PROVIDED DATA

_ _ _ _

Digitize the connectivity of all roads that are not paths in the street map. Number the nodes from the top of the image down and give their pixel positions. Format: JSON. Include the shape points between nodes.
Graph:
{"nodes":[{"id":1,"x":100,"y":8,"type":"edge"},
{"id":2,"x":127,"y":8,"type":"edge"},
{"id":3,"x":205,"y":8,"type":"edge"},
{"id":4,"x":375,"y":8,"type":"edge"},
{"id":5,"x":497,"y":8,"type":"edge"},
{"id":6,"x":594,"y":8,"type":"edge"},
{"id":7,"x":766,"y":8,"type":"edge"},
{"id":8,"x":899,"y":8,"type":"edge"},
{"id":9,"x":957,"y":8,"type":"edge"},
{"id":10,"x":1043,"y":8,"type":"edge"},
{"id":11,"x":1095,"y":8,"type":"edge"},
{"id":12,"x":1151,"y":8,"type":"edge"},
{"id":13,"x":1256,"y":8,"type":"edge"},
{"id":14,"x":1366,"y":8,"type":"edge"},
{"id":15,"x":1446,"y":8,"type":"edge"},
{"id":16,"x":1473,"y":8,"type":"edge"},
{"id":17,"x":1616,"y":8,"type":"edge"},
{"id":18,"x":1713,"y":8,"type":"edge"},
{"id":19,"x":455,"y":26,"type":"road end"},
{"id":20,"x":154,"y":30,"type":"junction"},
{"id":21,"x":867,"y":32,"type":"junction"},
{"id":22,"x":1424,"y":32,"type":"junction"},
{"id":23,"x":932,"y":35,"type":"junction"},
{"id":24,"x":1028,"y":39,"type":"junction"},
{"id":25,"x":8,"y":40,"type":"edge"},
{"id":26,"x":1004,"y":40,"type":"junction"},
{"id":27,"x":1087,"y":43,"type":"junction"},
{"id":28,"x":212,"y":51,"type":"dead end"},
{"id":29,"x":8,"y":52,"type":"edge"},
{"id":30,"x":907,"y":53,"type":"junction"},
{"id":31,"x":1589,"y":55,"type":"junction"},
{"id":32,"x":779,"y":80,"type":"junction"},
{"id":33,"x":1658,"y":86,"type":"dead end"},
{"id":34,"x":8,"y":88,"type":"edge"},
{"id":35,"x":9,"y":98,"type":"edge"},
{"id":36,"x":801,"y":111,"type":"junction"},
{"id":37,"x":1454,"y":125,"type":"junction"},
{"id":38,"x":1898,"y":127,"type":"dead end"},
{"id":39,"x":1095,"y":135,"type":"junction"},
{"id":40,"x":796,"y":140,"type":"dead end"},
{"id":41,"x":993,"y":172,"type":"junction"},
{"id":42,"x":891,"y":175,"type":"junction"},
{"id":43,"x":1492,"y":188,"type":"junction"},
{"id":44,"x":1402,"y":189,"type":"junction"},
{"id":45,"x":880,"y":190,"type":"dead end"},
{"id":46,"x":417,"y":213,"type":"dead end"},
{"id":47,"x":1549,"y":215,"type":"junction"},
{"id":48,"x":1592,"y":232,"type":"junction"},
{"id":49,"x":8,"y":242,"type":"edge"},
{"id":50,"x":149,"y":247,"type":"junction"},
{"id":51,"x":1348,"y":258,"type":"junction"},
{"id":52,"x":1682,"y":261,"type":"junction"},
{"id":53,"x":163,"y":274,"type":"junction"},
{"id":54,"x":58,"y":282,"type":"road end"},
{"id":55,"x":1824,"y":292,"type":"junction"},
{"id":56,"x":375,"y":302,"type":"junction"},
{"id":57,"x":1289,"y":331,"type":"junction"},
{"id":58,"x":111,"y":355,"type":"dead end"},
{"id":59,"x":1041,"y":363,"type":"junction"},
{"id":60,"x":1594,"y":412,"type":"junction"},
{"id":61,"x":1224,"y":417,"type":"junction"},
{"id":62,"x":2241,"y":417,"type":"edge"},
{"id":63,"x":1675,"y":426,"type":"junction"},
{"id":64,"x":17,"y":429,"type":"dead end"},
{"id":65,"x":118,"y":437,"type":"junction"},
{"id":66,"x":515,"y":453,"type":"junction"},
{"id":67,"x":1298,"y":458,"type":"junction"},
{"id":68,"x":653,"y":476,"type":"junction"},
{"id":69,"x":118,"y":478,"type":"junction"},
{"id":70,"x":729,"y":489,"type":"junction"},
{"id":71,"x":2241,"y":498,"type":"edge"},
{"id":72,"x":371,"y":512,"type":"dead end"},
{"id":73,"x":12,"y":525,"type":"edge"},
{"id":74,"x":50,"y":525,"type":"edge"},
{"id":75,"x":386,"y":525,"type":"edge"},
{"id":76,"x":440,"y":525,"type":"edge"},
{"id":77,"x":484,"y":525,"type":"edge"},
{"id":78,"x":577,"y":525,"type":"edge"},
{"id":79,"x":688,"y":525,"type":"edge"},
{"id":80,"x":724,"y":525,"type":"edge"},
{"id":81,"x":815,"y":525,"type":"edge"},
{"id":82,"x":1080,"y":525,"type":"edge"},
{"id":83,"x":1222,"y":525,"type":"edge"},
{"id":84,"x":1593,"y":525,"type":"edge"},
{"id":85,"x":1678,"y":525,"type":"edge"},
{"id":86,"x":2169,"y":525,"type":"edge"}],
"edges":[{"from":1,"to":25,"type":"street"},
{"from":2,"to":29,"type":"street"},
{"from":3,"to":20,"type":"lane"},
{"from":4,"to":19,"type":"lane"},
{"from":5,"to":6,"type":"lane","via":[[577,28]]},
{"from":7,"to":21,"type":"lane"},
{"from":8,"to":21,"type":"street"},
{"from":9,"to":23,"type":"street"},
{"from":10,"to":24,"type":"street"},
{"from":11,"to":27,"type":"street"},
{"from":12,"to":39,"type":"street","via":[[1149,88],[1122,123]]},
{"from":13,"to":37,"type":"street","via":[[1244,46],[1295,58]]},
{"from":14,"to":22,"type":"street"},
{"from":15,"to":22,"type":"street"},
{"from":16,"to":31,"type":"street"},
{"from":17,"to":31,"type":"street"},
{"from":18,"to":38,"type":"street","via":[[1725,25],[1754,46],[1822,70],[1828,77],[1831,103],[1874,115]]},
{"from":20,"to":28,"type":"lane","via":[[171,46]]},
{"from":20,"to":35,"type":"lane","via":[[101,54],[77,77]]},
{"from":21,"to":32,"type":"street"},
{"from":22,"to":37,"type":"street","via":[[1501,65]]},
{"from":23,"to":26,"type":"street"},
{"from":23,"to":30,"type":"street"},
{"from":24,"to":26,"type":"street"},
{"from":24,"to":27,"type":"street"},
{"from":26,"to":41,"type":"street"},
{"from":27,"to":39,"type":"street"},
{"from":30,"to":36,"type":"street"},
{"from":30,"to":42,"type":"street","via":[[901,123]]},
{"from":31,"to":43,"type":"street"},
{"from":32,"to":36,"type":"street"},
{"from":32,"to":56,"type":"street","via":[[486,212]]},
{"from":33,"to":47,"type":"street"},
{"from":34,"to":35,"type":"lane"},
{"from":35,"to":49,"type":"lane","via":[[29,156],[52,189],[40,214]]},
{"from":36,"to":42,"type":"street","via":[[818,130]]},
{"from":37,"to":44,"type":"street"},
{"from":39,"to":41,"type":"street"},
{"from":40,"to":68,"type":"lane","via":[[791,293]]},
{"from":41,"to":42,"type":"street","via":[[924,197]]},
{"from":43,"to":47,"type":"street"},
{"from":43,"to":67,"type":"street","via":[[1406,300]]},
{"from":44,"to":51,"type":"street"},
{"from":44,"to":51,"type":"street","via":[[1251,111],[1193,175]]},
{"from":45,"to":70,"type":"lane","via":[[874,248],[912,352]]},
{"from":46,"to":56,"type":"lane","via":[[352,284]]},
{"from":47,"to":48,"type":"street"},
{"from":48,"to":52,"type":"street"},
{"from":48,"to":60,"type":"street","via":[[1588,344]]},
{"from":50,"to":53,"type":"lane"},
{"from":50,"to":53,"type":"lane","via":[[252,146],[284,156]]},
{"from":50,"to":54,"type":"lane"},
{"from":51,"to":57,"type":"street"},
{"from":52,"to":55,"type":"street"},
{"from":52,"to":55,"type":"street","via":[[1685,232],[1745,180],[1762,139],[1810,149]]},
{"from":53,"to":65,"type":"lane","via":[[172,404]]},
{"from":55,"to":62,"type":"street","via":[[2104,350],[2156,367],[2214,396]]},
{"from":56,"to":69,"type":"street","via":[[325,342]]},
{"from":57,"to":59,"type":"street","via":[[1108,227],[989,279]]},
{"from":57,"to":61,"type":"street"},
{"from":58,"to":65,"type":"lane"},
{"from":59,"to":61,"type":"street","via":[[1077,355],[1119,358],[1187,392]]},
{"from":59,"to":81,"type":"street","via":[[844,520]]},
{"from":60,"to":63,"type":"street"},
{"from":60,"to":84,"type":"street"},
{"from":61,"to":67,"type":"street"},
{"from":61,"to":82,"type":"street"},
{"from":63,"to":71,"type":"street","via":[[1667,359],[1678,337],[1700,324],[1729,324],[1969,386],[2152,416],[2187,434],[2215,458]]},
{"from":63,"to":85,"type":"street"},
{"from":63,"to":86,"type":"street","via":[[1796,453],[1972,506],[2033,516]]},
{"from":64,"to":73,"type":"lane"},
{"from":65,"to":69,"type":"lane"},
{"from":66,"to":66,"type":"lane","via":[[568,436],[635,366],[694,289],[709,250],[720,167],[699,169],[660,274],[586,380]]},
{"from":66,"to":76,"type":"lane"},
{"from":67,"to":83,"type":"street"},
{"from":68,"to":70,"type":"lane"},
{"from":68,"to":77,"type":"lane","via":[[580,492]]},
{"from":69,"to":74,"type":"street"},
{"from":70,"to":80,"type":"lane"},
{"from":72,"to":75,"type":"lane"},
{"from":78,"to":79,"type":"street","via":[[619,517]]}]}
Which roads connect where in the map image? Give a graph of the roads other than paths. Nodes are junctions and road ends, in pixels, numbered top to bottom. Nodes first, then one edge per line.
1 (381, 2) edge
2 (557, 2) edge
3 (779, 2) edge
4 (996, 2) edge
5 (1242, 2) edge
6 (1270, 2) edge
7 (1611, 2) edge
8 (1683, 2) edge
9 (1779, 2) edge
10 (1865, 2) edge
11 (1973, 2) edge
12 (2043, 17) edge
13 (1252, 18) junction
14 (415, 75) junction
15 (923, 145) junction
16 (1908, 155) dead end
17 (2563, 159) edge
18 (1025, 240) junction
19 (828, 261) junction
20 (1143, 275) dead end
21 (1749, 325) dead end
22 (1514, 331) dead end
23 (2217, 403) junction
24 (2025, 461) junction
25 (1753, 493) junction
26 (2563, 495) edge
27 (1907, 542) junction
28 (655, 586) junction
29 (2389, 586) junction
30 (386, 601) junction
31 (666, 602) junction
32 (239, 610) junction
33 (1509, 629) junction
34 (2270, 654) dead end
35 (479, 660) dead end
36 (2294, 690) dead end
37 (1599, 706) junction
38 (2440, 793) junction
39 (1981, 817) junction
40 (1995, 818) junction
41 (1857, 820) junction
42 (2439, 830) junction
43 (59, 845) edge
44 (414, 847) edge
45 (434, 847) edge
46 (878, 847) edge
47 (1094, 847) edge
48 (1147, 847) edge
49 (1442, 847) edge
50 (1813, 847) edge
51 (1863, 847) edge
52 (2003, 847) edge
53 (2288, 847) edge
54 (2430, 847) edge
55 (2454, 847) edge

_ _ _ _

WORK INSTRUCTION
Each line above where the word "image" occurs should be copied out.

SOLUTION FOR THIS PROBLEM
Digitize the connectivity of all roads that are not paths in the street map. Number the nodes from the top of the image down and give their pixel positions. Format: JSON. Include the shape points between nodes.
Which roads connect where in the map image? Give a graph of the roads other than paths. Nodes are junctions and road ends, in pixels, numbered top to bottom. Nodes first, then one edge per line.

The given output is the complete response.